Each of the statements evaluated in the pre/post survey was analyzed separately using the statistical analysis program R (R Development Core Team, 2008), beginning with a test for normality of the data using the Shapiro-Wilk test. The data was not normally distributed, so a paired Mann-Whitney test was performed to test whether the corresponding pre- and post-workshop rating means were significantly different. Significance was interpreted at 99% confidence.

RESULTS & DISCUSSION

Figure 3. Pre- and post-workshop mean ratings in a side-by-side comparison for the participant self-evaluation portion of the workshop. All statements were evaluated on a 1-5 scale with ‘1’ representing a low knowledge level and ‘5’ representing a high knowledge level. All post-training mean rating changes were statistically significant (p≤0.01). Statement A: Causes of disease in plants; B: Sanitation practices to reduce the risk of introducing and spreading disease in a nursery; C: A systems approach in a nursery; D: How to prevent the introduction of disease in your plants; E: The critical control points to prevent and control diseases.

 

The results from the first part of the evaluation show that, overall, the workshops received good ratings from the participants. Rating means for each of the three questions were 4.5, 4.5, and 4.3 for each of the statements, respectively. The authors feel confident that the workshops were well received, the educational design and materials appropriate for the participants, and that concepts discussed during the workshops can be applied in the workplace. Analysis of responses for the second part of the evaluation shows that for each of the self-evaluation statements there was a significant increase in the participants’ self-reported level of understanding and knowledge for the corresponding concepts (Figure 3). In each case, ratings rose from approximately 2.5 to 4.0. Many participants expressed that they have a better sense of what causes diseases in plants, the role of sanitation in disease prevention, and a systems approach for nursery and disease management. They had been unaware that many things could be done to prevent diseases and that pesticide application is not the only option for disease management.

Our initial findings, presented here, show the promise of workforce training in Oregon’s nursery industry. It is evident that workers feel more empowered by the knowledge they acquire and understand that immediately reporting to their supervisors any suspicious symptoms allows for an early response and prevention. Also, it has become clear that merely having information available is not enough, even if it is in Spanish. The basic understanding of plant and pathogen biology, and the operational processes within their production system must be presented in a manner appropriate for the target audience.

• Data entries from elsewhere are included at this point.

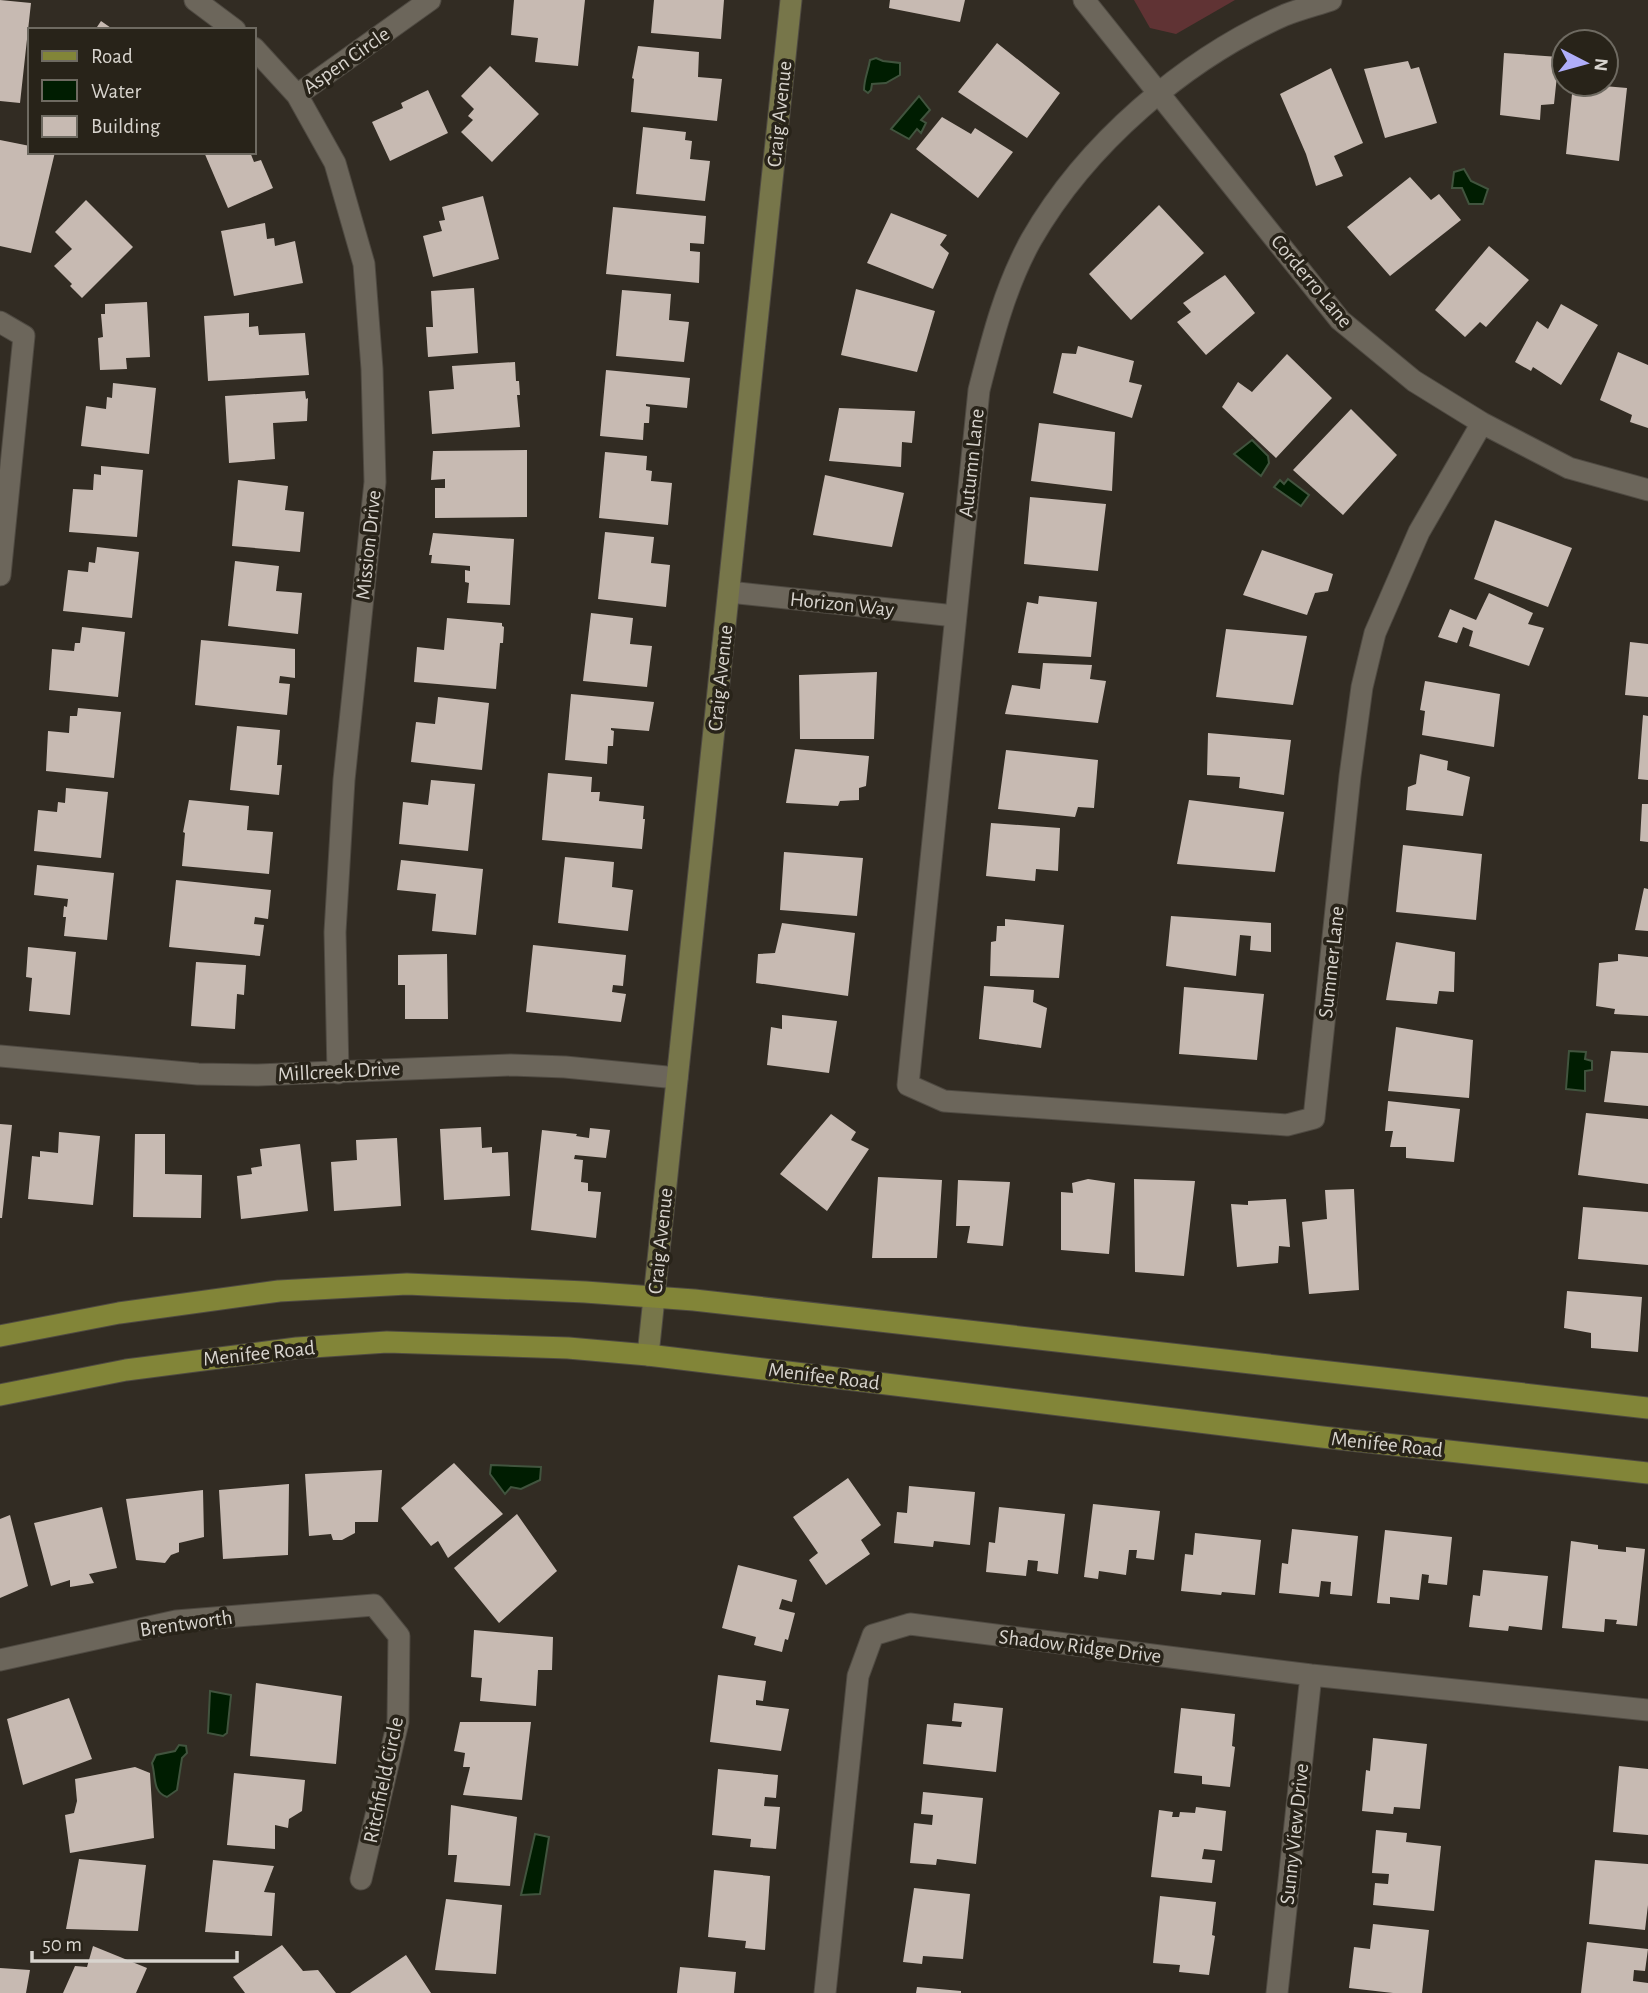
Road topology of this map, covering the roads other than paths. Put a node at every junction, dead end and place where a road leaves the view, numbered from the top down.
1 (195, 0) edge
2 (430, 0) edge
3 (791, 0) edge
4 (1084, 0) edge
5 (1331, 0) edge
6 (232, 28) edge
7 (256, 50) edge
8 (1158, 93) junction
9 (297, 95) junction
10 (0, 322) edge
11 (1482, 423) junction
12 (1648, 491) edge
13 (0, 575) edge
14 (729, 592) junction
15 (955, 616) junction
16 (0, 1056) edge
17 (338, 1073) junction
18 (677, 1078) junction
19 (908, 1085) joint
20 (654, 1297) junction
21 (0, 1336) edge
22 (648, 1355) junction
23 (0, 1395) edge
24 (1648, 1408) edge
25 (1648, 1473) edge
26 (374, 1605) joint
27 (0, 1660) edge
28 (1311, 1675) junction
29 (1648, 1710) edge
30 (361, 1879) dead end
31 (825, 1993) edge
32 (1277, 1993) edge

1 - 6 street
2 - 9 street, Aspen Circle
3 - 14 street, Craig Avenue
4 - 8 street, Corderro Lane
5 - 8 street, Autumn Lane
7 - 9 street, Mission Drive
8 - 11 street, Corderro Lane
8 - 15 street, Autumn Lane
9 - 17 street, Mission Drive
10 - 13 street
11 - 12 street, Corderro Lane
11 - 19 street, Summer Lane
14 - 15 street, Horizon Way
14 - 18 street, Craig Avenue
15 - 19 street, Autumn Lane
16 - 17 street, Millcreek Drive
17 - 18 street, Millcreek Drive
18 - 20 street, Craig Avenue
20 - 21 main road
20 - 22 street, Craig Avenue
20 - 24 main road
22 - 23 main road, Menifee Road
22 - 25 main road, Menifee Road
26 - 27 street, Brentworth
26 - 30 street, Ritchfield Circle
28 - 29 street, Shadow Ridge Drive
28 - 31 street, Shadow Ridge Drive
28 - 32 street, Sunny View Drive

The authors are interested in following up with the nursery managers at these training locations to determine how the workshops have affected their workers’ behavior. It is one thing to gauge whether the workers are more knowledgeable, and another to measure behavioral changes and improvements in disease management. For example, do managers see that improved understanding and knowledge lead to better work practices, reduced disease incidence, and better production efficiency? One must also keep in mind that to have marked improvements, the workers will need follow-up support from management in order to change or develop protocols for production that allow them to implement what they have learned.

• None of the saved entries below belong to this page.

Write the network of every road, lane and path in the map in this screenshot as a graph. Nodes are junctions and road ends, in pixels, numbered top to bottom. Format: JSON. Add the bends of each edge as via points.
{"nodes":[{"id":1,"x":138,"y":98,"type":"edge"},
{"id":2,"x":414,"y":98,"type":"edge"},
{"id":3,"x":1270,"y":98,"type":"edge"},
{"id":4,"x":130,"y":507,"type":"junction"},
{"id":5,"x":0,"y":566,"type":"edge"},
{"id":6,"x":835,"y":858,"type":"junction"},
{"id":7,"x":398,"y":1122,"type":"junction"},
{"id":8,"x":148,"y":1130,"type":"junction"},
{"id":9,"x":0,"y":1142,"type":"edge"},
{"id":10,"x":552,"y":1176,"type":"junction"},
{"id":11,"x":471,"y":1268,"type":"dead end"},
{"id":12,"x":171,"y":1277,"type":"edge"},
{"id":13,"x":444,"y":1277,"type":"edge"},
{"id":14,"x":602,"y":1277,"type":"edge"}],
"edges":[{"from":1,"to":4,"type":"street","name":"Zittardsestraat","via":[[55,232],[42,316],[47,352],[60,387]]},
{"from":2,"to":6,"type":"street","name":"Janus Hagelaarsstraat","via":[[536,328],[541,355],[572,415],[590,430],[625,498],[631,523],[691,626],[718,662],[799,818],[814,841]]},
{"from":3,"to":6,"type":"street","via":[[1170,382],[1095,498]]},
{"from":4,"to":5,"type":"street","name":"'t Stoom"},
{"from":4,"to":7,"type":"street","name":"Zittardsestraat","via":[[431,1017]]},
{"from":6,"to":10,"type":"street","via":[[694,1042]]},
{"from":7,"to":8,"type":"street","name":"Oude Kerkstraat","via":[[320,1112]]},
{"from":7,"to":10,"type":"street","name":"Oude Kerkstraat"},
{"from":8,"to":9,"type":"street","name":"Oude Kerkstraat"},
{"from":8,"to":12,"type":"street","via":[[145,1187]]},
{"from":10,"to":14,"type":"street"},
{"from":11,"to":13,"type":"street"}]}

Ideally, the next step would be to produce quantitative data in terms of how much these trainings have affected behavior, and consequently, production. For example, decreases in pesticide use after trainings, if behavioral changes were adopted, would be a way to gauge training impacts due to improved disease prevention. Cost savings will also allow the industry to put monetary value on the benefit of educating their workers. For now, we can only rely on the self-reported, qualitative responses of nursery owners and supervisors. Although the analysis of this information will require considerable effort, informal conversations with nursery managers already indicate their desire to expand the workforce training opportunities for their employees. Besides introductory training modules described here, managers see the need for more advanced, in-depth, and targeted education.

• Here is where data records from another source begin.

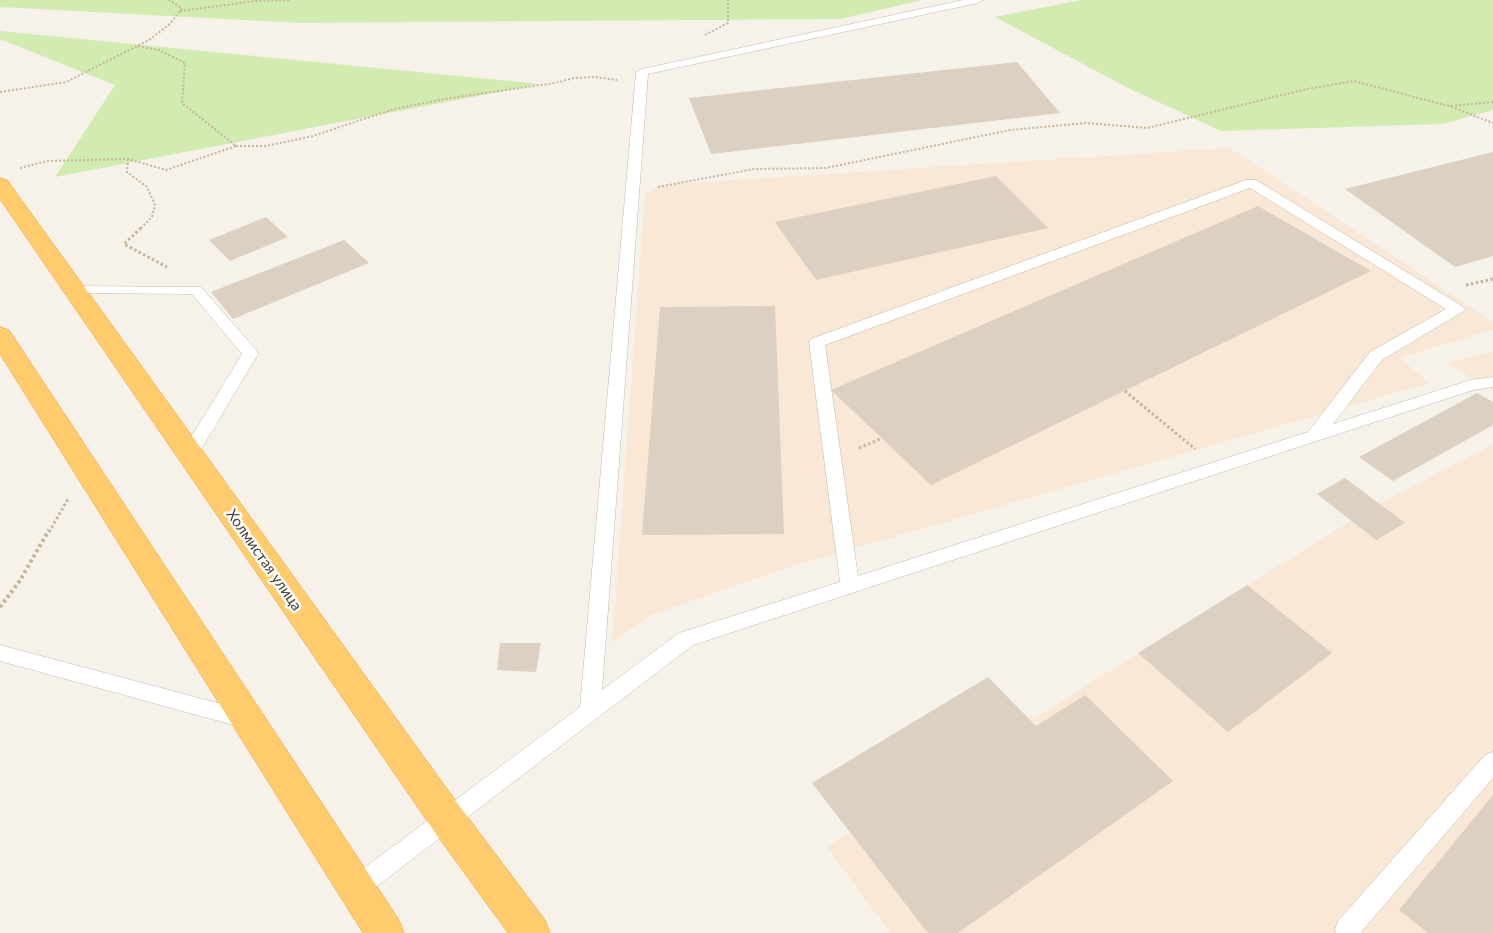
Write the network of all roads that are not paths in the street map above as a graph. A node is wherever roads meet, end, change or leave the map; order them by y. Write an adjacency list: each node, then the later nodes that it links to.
1 (978, 0): 10 (lane)
2 (9, 176): 3 (highway, Холмистая улица)
3 (74, 290): 7 (highway, Холмистая улица); 7 (lane)
4 (0, 335): 11 (highway)
5 (1493, 382): 6 (lane)
6 (1314, 436): 8 (lane); 8 (lane)
7 (190, 454): 13 (highway, Холмистая улица)
8 (850, 586): 10 (lane)
9 (0, 653): 11 (lane)
10 (590, 710): 13 (lane)
11 (248, 720): 14 (highway)
12 (1493, 762): 17 (lane)
13 (447, 819): 14 (lane); 16 (highway, Холмистая улица)
14 (356, 888): 15 (highway)
15 (385, 933)
16 (531, 933)
17 (1351, 933)

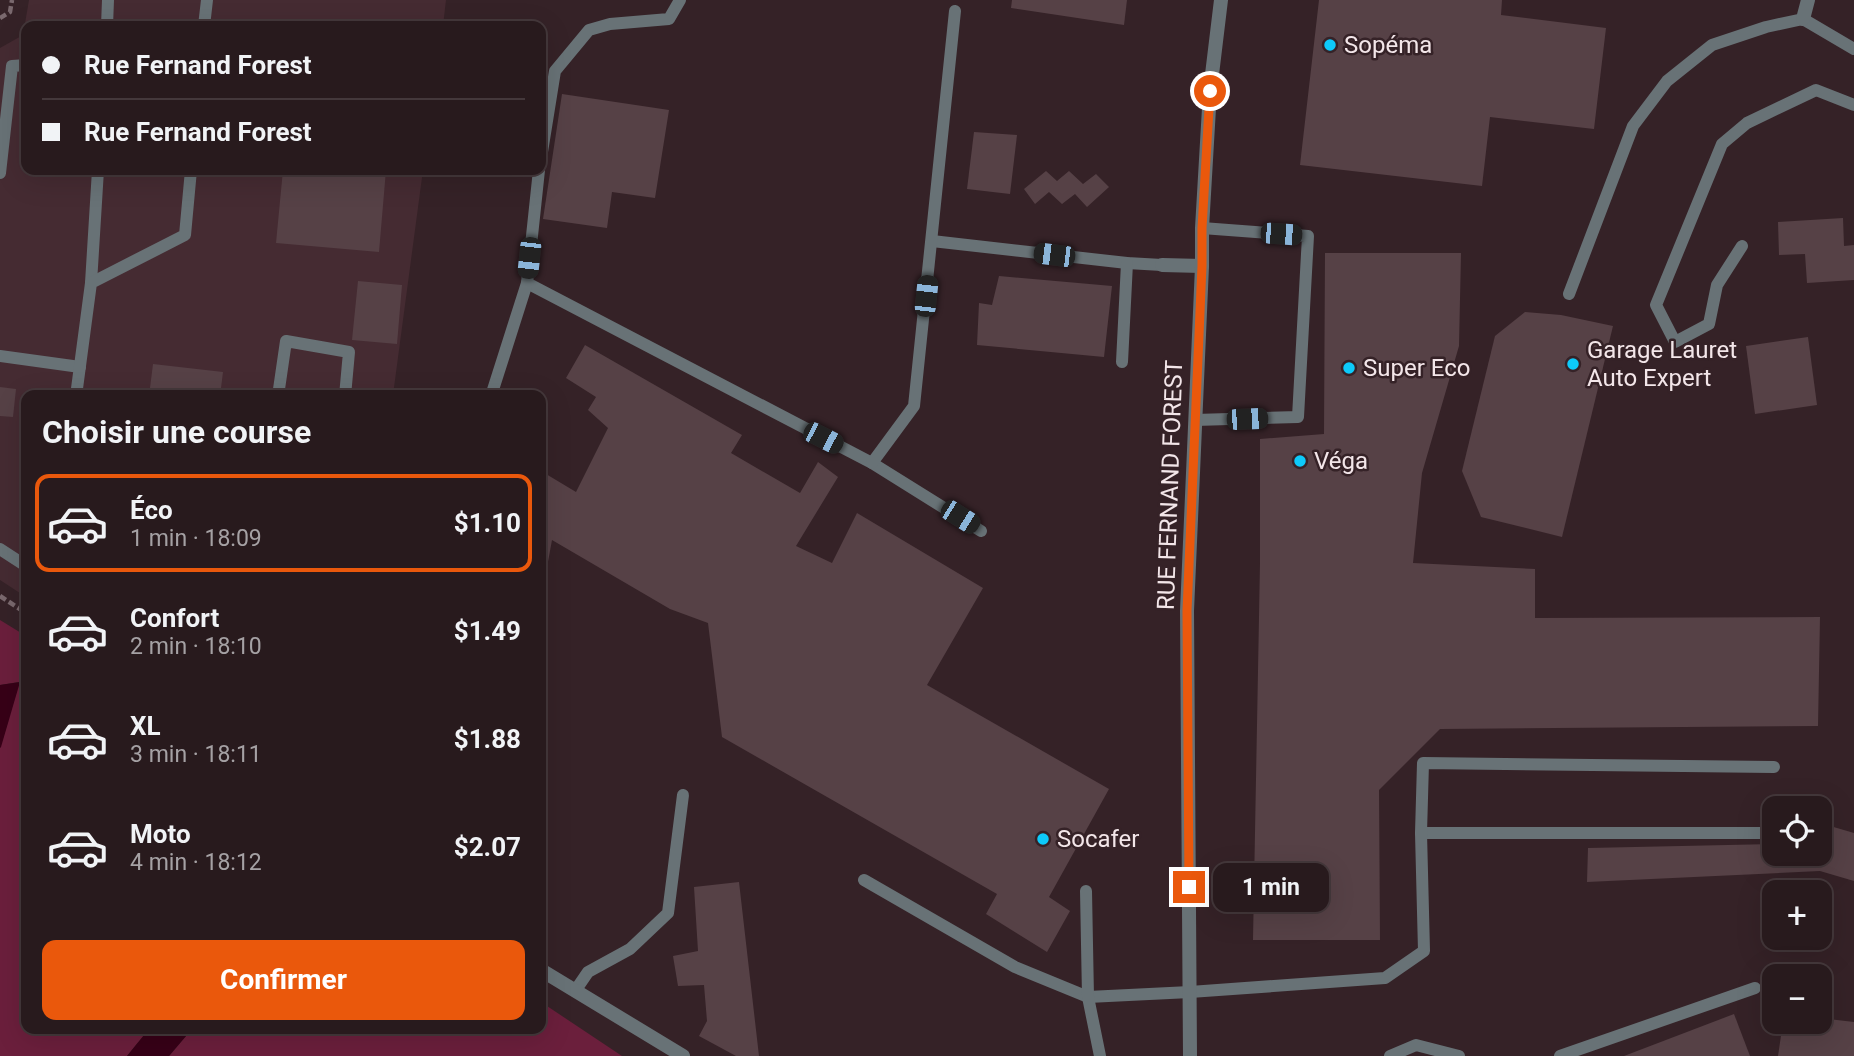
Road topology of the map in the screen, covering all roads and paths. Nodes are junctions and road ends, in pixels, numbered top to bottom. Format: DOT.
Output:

Based on our conversations with many of the participating workers, we came to understand that they had been able to recognize many of the signs and symptoms associated with diseased plants prior to the trainings. However, understanding why it was important to quickly isolate those plants, and to communicate their findings with their supervisors was much more clear now that they understand what pathogens are and how they disperse. The authors would also like to note that many of the participants expressed a realization of how much more there was still to learn on the subject.

ACKNOWLEDGEMENTS

The Oregon Department of Agriculture and their Plant Health Program provided funding for the training workshops - award ODA-3138. We would also like to thank and acknowledge Professor Michael Bondi, director of the Oregon State University North Willamette Research and Extension Center for his support in the development of this program, Mike Knutz, Yamhill County, Oregon State University Extension Service, Christine C. Hayes, and our anonymous reviewers for their valued feedback, and all the nurseries and workers that have participated.

LITERATURE CITED

Parke, J. L. and N. J. Grünwald. 2012. A systems approach for management of pests and pathogens of nursery crops. Plant Disease 96:1236-1244.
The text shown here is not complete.